- Information provided -
-.-.-

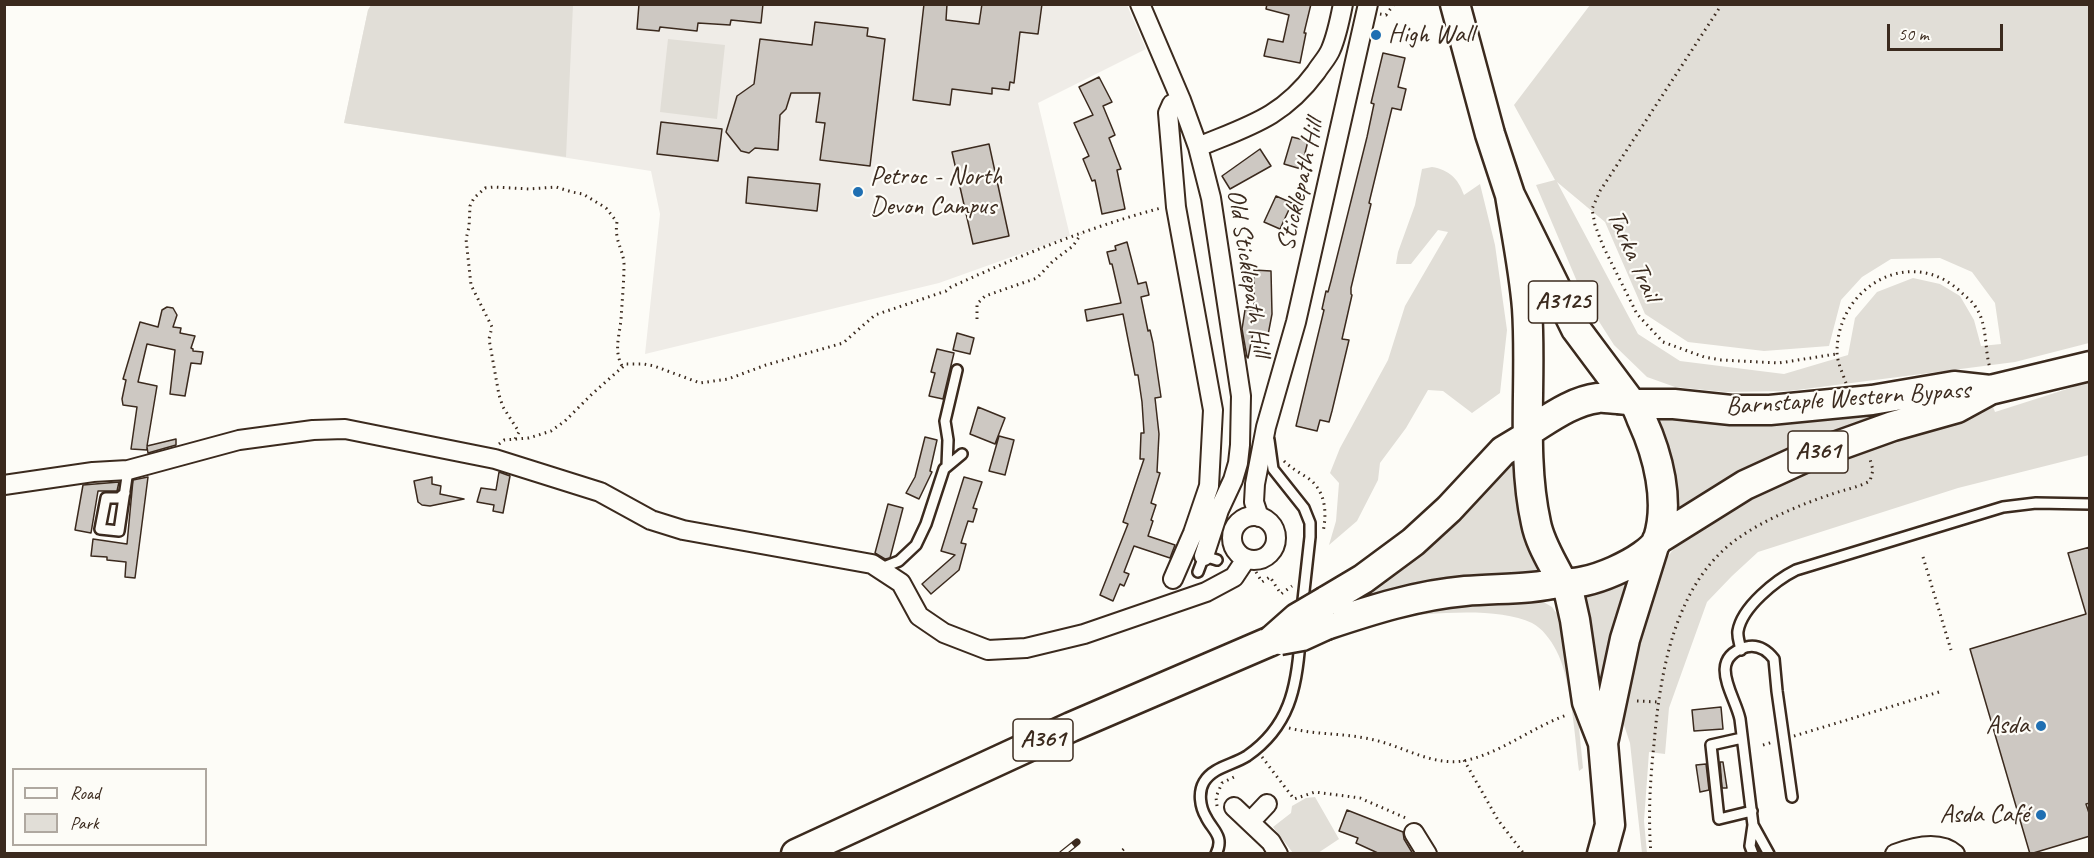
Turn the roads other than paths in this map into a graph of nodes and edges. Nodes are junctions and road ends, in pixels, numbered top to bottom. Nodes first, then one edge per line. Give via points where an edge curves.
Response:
1 (1140, 4) edge
2 (1343, 4) edge
3 (1368, 4) edge
4 (1455, 4) edge
5 (1181, 100) junction
6 (1198, 147) junction
7 (1510, 195) junction
8 (2090, 366) edge
9 (957, 370) dead end
10 (1990, 381) junction
11 (1632, 402) junction
12 (1266, 427) junction
13 (1528, 433) junction
14 (962, 454) dead end
15 (946, 466) junction
16 (128, 470) junction
17 (4, 485) edge
18 (125, 493) dead end
19 (2090, 504) edge
20 (1259, 517) junction
21 (1656, 543) junction
22 (1206, 563) dead end
23 (1243, 563) junction
24 (879, 569) junction
25 (1173, 579) dead end
26 (1564, 583) junction
27 (1326, 613) junction
28 (1741, 650) junction
29 (1742, 738) junction
30 (1603, 743) junction
31 (1792, 797) dead end
32 (1267, 804) dead end
33 (1226, 808) road end
34 (1752, 811) junction
35 (1250, 822) junction
36 (1610, 825) junction
37 (1754, 825) junction
38 (1414, 833) road end
39 (796, 854) edge
40 (1216, 854) edge
41 (1278, 854) edge
42 (1427, 854) edge
43 (1602, 854) edge
44 (1622, 854) edge
45 (1753, 854) edge
46 (1769, 854) edge
47 (1895, 854) edge
48 (1955, 854) edge

1 - 5 street, Old Sticklepath Hill
2 - 6 street via 1330,52 1294,96 1266,118
3 - 12 street, Sticklepath Hill via 1296,322
4 - 7 main road, A3125
5 - 6 street, Old Sticklepath Hill
5 - 25 street via 1168,113 1176,204 1213,410 1209,486
6 - 22 street, Old Sticklepath Hill via 1211,198 1241,396 1238,463 1219,510
7 - 11 main road, A3125 via 1576,328
7 - 13 main road, A3125 via 1527,308
8 - 10 main road, Barnstaple Western Bypass / A361
9 - 15 lane via 945,421
10 - 11 main road, Barnstaple Western Bypass / A361 via 1872,400 1770,410
10 - 21 main road, Barnstaple Western Bypass / A361 via 1957,408 1804,458 1745,485
11 - 13 main road via 1599,398 1572,406
11 - 21 main road via 1648,433 1658,468 1663,506
12 - 20 street, Sticklepath Hill via 1255,484 1254,502
12 - 40 lane via 1274,469 1304,508 1310,523 1296,682 1282,718 1268,736 1247,756 1213,772 1204,782 1200,794 1205,816 1218,833
13 - 26 main road via 1536,525
13 - 27 main road, A361 via 1503,451 1413,542
14 - 15 lane
15 - 24 lane via 916,545 899,561
16 - 17 street
16 - 18 lane
16 - 24 street via 239,440 330,428 490,458 600,492 651,520 683,530 840,557
19 - 28 lane via 2003,507 1796,570 1774,584 1741,621
20 - 23 street via 1241,520 1233,531 1233,545
20 - 23 street via 1272,525 1276,541 1266,556
21 - 26 main road via 1624,567 1590,580
21 - 30 main road via 1625,639
23 - 24 street via 1226,583 1206,592 1084,634 1026,648 988,650 944,633 919,615 901,583
26 - 27 main road, A361 via 1464,591 1368,611
26 - 30 main road via 1575,620 1587,702
27 - 39 main road, A361, bridge via 1302,636 1271,641 1071,727
28 - 29 lane via 1728,659 1725,679 1737,707
28 - 31 lane via 1755,646 1774,659
29 - 34 lane
29 - 34 lane via 1711,745 1719,819
30 - 36 main road
32 - 35 street
33 - 35 street
34 - 37 lane
35 - 41 street
36 - 43 main road
36 - 44 main road
37 - 45 lane via 1750,846
37 - 46 lane
38 - 42 street
47 - 48 street via 1912,847 1935,846

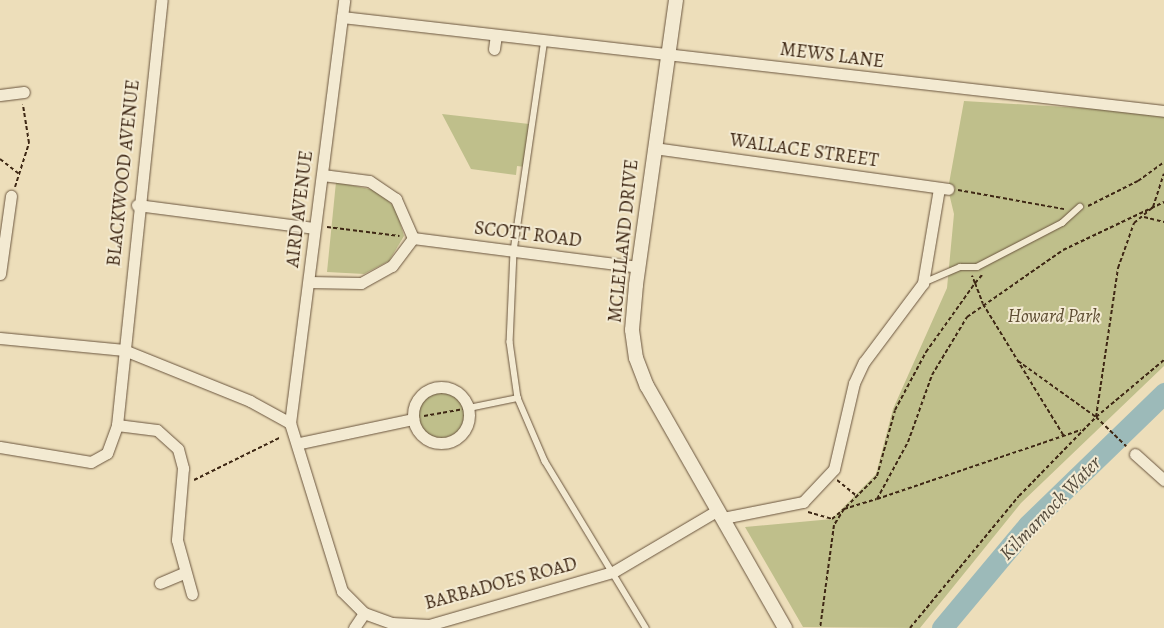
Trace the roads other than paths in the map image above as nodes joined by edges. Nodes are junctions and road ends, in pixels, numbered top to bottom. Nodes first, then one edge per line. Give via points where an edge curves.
1 (162, 0) edge
2 (344, 0) edge
3 (676, 0) edge
4 (342, 17) junction
5 (496, 35) junction
6 (545, 39) junction
7 (494, 49) dead end
8 (669, 53) junction
9 (23, 92) road end
10 (0, 94) edge
11 (1164, 111) edge
12 (654, 148) junction
13 (322, 175) junction
14 (11, 196) road end
15 (137, 205) junction
16 (1080, 207) road end
17 (314, 228) junction
18 (413, 238) junction
19 (514, 252) junction
20 (638, 267) junction
21 (0, 274) edge
22 (309, 282) junction
23 (923, 283) junction
24 (0, 338) edge
25 (124, 350) junction
26 (518, 398) junction
27 (469, 408) junction
28 (413, 418) junction
29 (117, 424) junction
30 (292, 426) junction
31 (300, 443) junction
32 (0, 447) edge
33 (1135, 454) road end
34 (1164, 480) edge
35 (721, 514) junction
36 (613, 572) junction
37 (184, 573) junction
38 (160, 583) dead end
39 (192, 594) dead end
40 (364, 613) junction
41 (354, 628) edge
42 (646, 628) edge
43 (785, 628) edge

1 - 15 street, BLACKWOOD AVENUE
2 - 4 street, AIRD AVENUE
3 - 8 street, MCLELLAND DRIVE
4 - 5 street, MEWS LANE
4 - 13 street, AIRD AVENUE
5 - 6 street, MEWS LANE
5 - 7 street
6 - 8 street, MEWS LANE
6 - 19 lane
8 - 11 street, MEWS LANE
8 - 12 street, MCLELLAND DRIVE
9 - 10 street
12 - 20 street, MCLELLAND DRIVE
12 - 23 street, WALLACE STREET via 944,189
13 - 17 street, AIRD AVENUE
13 - 18 street via 369,182 396,198
14 - 21 street
15 - 17 street
15 - 25 street, BLACKWOOD AVENUE
16 - 23 lane via 1062,222 977,267 960,267
17 - 22 street, AIRD AVENUE
18 - 19 street, SCOTT ROAD
18 - 22 street via 392,266 361,283
19 - 20 street, SCOTT ROAD
19 - 26 lane via 510,342
20 - 35 street, MCLELLAND DRIVE via 632,330 636,358
22 - 30 street, AIRD AVENUE
23 - 35 street via 864,362 830,474 803,502 789,507
24 - 25 street
25 - 29 street, BLACKWOOD AVENUE
25 - 30 street via 250,401
26 - 27 lane
26 - 36 lane via 544,461
27 - 28 street via 453,389 433,388 416,401
27 - 28 street via 463,433 445,443 424,438
28 - 31 street
29 - 32 street, BLACKWOOD AVENUE via 106,453 91,462
29 - 37 street via 158,430 178,449 181,479 177,540
30 - 31 street, BARBADOES ROAD
31 - 40 street, BARBADOES ROAD via 342,591
33 - 34 street
35 - 36 street, BARBADOES ROAD
35 - 43 street, MCLELLAND DRIVE
36 - 40 street, BARBADOES ROAD via 429,625 392,623
36 - 42 lane
37 - 38 street
37 - 39 street
40 - 41 street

-.-.-

- Task description -
Repeat each entry above exactly. Omit the pictures.

- Answer below -
Turn the roads other than paths in this map into a graph of nodes and edges. Nodes are junctions and road ends, in pixels, numbered top to bottom. Nodes first, then one edge per line. Give via points where an edge curves.
Response:
1 (1140, 4) edge
2 (1343, 4) edge
3 (1368, 4) edge
4 (1455, 4) edge
5 (1181, 100) junction
6 (1198, 147) junction
7 (1510, 195) junction
8 (2090, 366) edge
9 (957, 370) dead end
10 (1990, 381) junction
11 (1632, 402) junction
12 (1266, 427) junction
13 (1528, 433) junction
14 (962, 454) dead end
15 (946, 466) junction
16 (128, 470) junction
17 (4, 485) edge
18 (125, 493) dead end
19 (2090, 504) edge
20 (1259, 517) junction
21 (1656, 543) junction
22 (1206, 563) dead end
23 (1243, 563) junction
24 (879, 569) junction
25 (1173, 579) dead end
26 (1564, 583) junction
27 (1326, 613) junction
28 (1741, 650) junction
29 (1742, 738) junction
30 (1603, 743) junction
31 (1792, 797) dead end
32 (1267, 804) dead end
33 (1226, 808) road end
34 (1752, 811) junction
35 (1250, 822) junction
36 (1610, 825) junction
37 (1754, 825) junction
38 (1414, 833) road end
39 (796, 854) edge
40 (1216, 854) edge
41 (1278, 854) edge
42 (1427, 854) edge
43 (1602, 854) edge
44 (1622, 854) edge
45 (1753, 854) edge
46 (1769, 854) edge
47 (1895, 854) edge
48 (1955, 854) edge

1 - 5 street, Old Sticklepath Hill
2 - 6 street via 1330,52 1294,96 1266,118
3 - 12 street, Sticklepath Hill via 1296,322
4 - 7 main road, A3125
5 - 6 street, Old Sticklepath Hill
5 - 25 street via 1168,113 1176,204 1213,410 1209,486
6 - 22 street, Old Sticklepath Hill via 1211,198 1241,396 1238,463 1219,510
7 - 11 main road, A3125 via 1576,328
7 - 13 main road, A3125 via 1527,308
8 - 10 main road, Barnstaple Western Bypass / A361
9 - 15 lane via 945,421
10 - 11 main road, Barnstaple Western Bypass / A361 via 1872,400 1770,410
10 - 21 main road, Barnstaple Western Bypass / A361 via 1957,408 1804,458 1745,485
11 - 13 main road via 1599,398 1572,406
11 - 21 main road via 1648,433 1658,468 1663,506
12 - 20 street, Sticklepath Hill via 1255,484 1254,502
12 - 40 lane via 1274,469 1304,508 1310,523 1296,682 1282,718 1268,736 1247,756 1213,772 1204,782 1200,794 1205,816 1218,833
13 - 26 main road via 1536,525
13 - 27 main road, A361 via 1503,451 1413,542
14 - 15 lane
15 - 24 lane via 916,545 899,561
16 - 17 street
16 - 18 lane
16 - 24 street via 239,440 330,428 490,458 600,492 651,520 683,530 840,557
19 - 28 lane via 2003,507 1796,570 1774,584 1741,621
20 - 23 street via 1241,520 1233,531 1233,545
20 - 23 street via 1272,525 1276,541 1266,556
21 - 26 main road via 1624,567 1590,580
21 - 30 main road via 1625,639
23 - 24 street via 1226,583 1206,592 1084,634 1026,648 988,650 944,633 919,615 901,583
26 - 27 main road, A361 via 1464,591 1368,611
26 - 30 main road via 1575,620 1587,702
27 - 39 main road, A361, bridge via 1302,636 1271,641 1071,727
28 - 29 lane via 1728,659 1725,679 1737,707
28 - 31 lane via 1755,646 1774,659
29 - 34 lane
29 - 34 lane via 1711,745 1719,819
30 - 36 main road
32 - 35 street
33 - 35 street
34 - 37 lane
35 - 41 street
36 - 43 main road
36 - 44 main road
37 - 45 lane via 1750,846
37 - 46 lane
38 - 42 street
47 - 48 street via 1912,847 1935,846

Trace the roads other than paths in the map image above as nodes joined by edges. Nodes are junctions and road ends, in pixels, numbered top to bottom. Nodes first, then one edge per line. Give via points where an edge curves.
1 (162, 0) edge
2 (344, 0) edge
3 (676, 0) edge
4 (342, 17) junction
5 (496, 35) junction
6 (545, 39) junction
7 (494, 49) dead end
8 (669, 53) junction
9 (23, 92) road end
10 (0, 94) edge
11 (1164, 111) edge
12 (654, 148) junction
13 (322, 175) junction
14 (11, 196) road end
15 (137, 205) junction
16 (1080, 207) road end
17 (314, 228) junction
18 (413, 238) junction
19 (514, 252) junction
20 (638, 267) junction
21 (0, 274) edge
22 (309, 282) junction
23 (923, 283) junction
24 (0, 338) edge
25 (124, 350) junction
26 (518, 398) junction
27 (469, 408) junction
28 (413, 418) junction
29 (117, 424) junction
30 (292, 426) junction
31 (300, 443) junction
32 (0, 447) edge
33 (1135, 454) road end
34 (1164, 480) edge
35 (721, 514) junction
36 (613, 572) junction
37 (184, 573) junction
38 (160, 583) dead end
39 (192, 594) dead end
40 (364, 613) junction
41 (354, 628) edge
42 (646, 628) edge
43 (785, 628) edge

1 - 15 street, BLACKWOOD AVENUE
2 - 4 street, AIRD AVENUE
3 - 8 street, MCLELLAND DRIVE
4 - 5 street, MEWS LANE
4 - 13 street, AIRD AVENUE
5 - 6 street, MEWS LANE
5 - 7 street
6 - 8 street, MEWS LANE
6 - 19 lane
8 - 11 street, MEWS LANE
8 - 12 street, MCLELLAND DRIVE
9 - 10 street
12 - 20 street, MCLELLAND DRIVE
12 - 23 street, WALLACE STREET via 944,189
13 - 17 street, AIRD AVENUE
13 - 18 street via 369,182 396,198
14 - 21 street
15 - 17 street
15 - 25 street, BLACKWOOD AVENUE
16 - 23 lane via 1062,222 977,267 960,267
17 - 22 street, AIRD AVENUE
18 - 19 street, SCOTT ROAD
18 - 22 street via 392,266 361,283
19 - 20 street, SCOTT ROAD
19 - 26 lane via 510,342
20 - 35 street, MCLELLAND DRIVE via 632,330 636,358
22 - 30 street, AIRD AVENUE
23 - 35 street via 864,362 830,474 803,502 789,507
24 - 25 street
25 - 29 street, BLACKWOOD AVENUE
25 - 30 street via 250,401
26 - 27 lane
26 - 36 lane via 544,461
27 - 28 street via 453,389 433,388 416,401
27 - 28 street via 463,433 445,443 424,438
28 - 31 street
29 - 32 street, BLACKWOOD AVENUE via 106,453 91,462
29 - 37 street via 158,430 178,449 181,479 177,540
30 - 31 street, BARBADOES ROAD
31 - 40 street, BARBADOES ROAD via 342,591
33 - 34 street
35 - 36 street, BARBADOES ROAD
35 - 43 street, MCLELLAND DRIVE
36 - 40 street, BARBADOES ROAD via 429,625 392,623
36 - 42 lane
37 - 38 street
37 - 39 street
40 - 41 street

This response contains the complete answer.